Christine became an avid follower of Formula One after getting a taste of the action way back in 2003. Today, you'll find Christine putting her experience to good use as writer and producer of the news show F1Minute, and editor of community F1 site Sidepodcast.

Pull it together - How Force India can build their year with a little bit of teamwork


Last time we checked in with Force India, they were coming off the back of a double points finish in the season-opening Australia, followed by a double DNF in Malaysia. Consistency was something the team were in desperate need of, and after the highs and lows of the first two races, it was time to find their feet.

Our expectations for Force India weren’t set too high, particularly after losing the quick skills of Nico Hülkenberg to Sauber. The returning Adrian Sutil had a year of driving dust to shake off, and Paul di Resta was still reeling from being overlooked in favour of his teammate.

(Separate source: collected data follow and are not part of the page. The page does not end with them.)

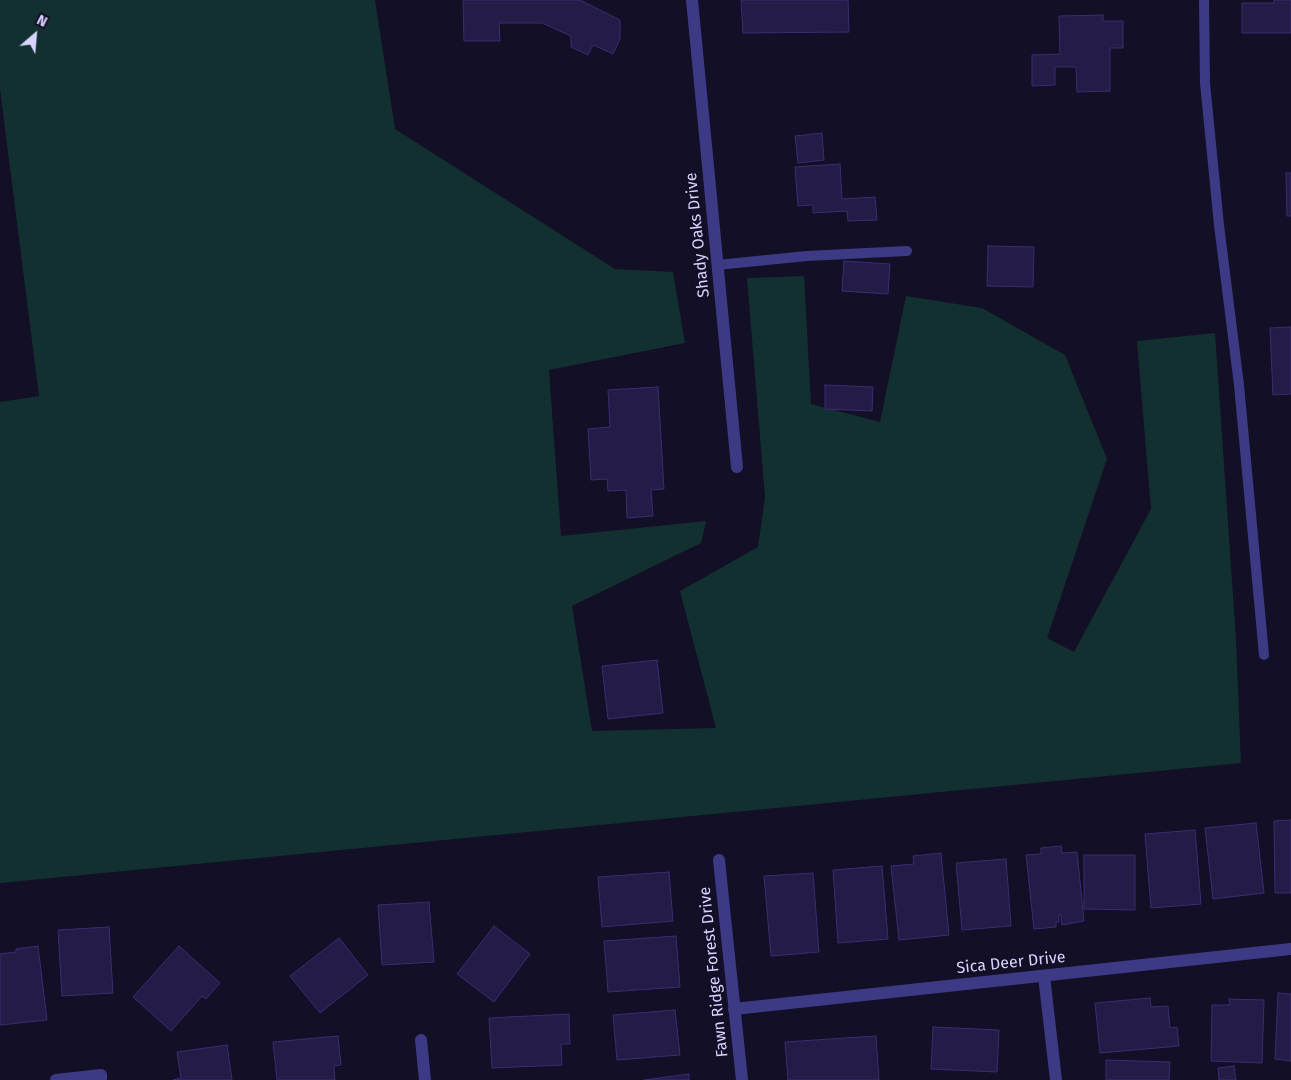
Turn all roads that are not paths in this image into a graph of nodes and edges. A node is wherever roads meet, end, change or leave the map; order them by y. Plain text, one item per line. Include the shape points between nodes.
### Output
1 (692, 0) edge
2 (1204, 0) edge
3 (907, 251) dead end
4 (718, 265) junction
5 (738, 467) dead end
6 (1264, 655) dead end
7 (719, 860) dead end
8 (1291, 949) edge
9 (1044, 976) junction
10 (734, 1009) junction
11 (421, 1040) dead end
12 (101, 1078) edge
13 (56, 1080) edge
14 (425, 1080) edge
15 (742, 1080) edge
16 (1056, 1080) edge

1 - 4 street, Shady Oaks Drive
2 - 6 lane via 1205,83 1239,385
3 - 4 lane
4 - 5 street, Shady Oaks Drive
7 - 10 street, Fawn Ridge Forest Drive
8 - 9 street, Sica Deer Drive
9 - 10 street, Sica Deer Drive
9 - 16 street
10 - 15 street, Fawn Ridge Forest Drive
11 - 14 street
12 - 13 street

Scrub forward three months, and where are Force India now? With six races completed, the team have 44 points and remain ahead of McLaren in the championship standings. They sit a very comfortable 5th, although the gap to those ahead is stretching with each event that goes by. With Monaco in the rear view mirror, and the tricky Canada approaching rapidly, there’s work still to be done at Force India. Monaco was a race that spoke volumes about the state of the team, and the very different attitudes on both sides of the garage.

Shaky foundations

Adrian Sutil overcame some significant demons to finish a spectacular fifth around the streets of Monte Carlo. You don’t have to have a long memory to vividly recall Kimi Räikkönen’s 2008 accident in the principality, where he crashed into the back of Adrian Sutil in the Force India and knocked the German from a career high position of fourth place. The team were visibly crushed as they called their driver in for retirement, and Sutil later described it as “a pain in my heart.”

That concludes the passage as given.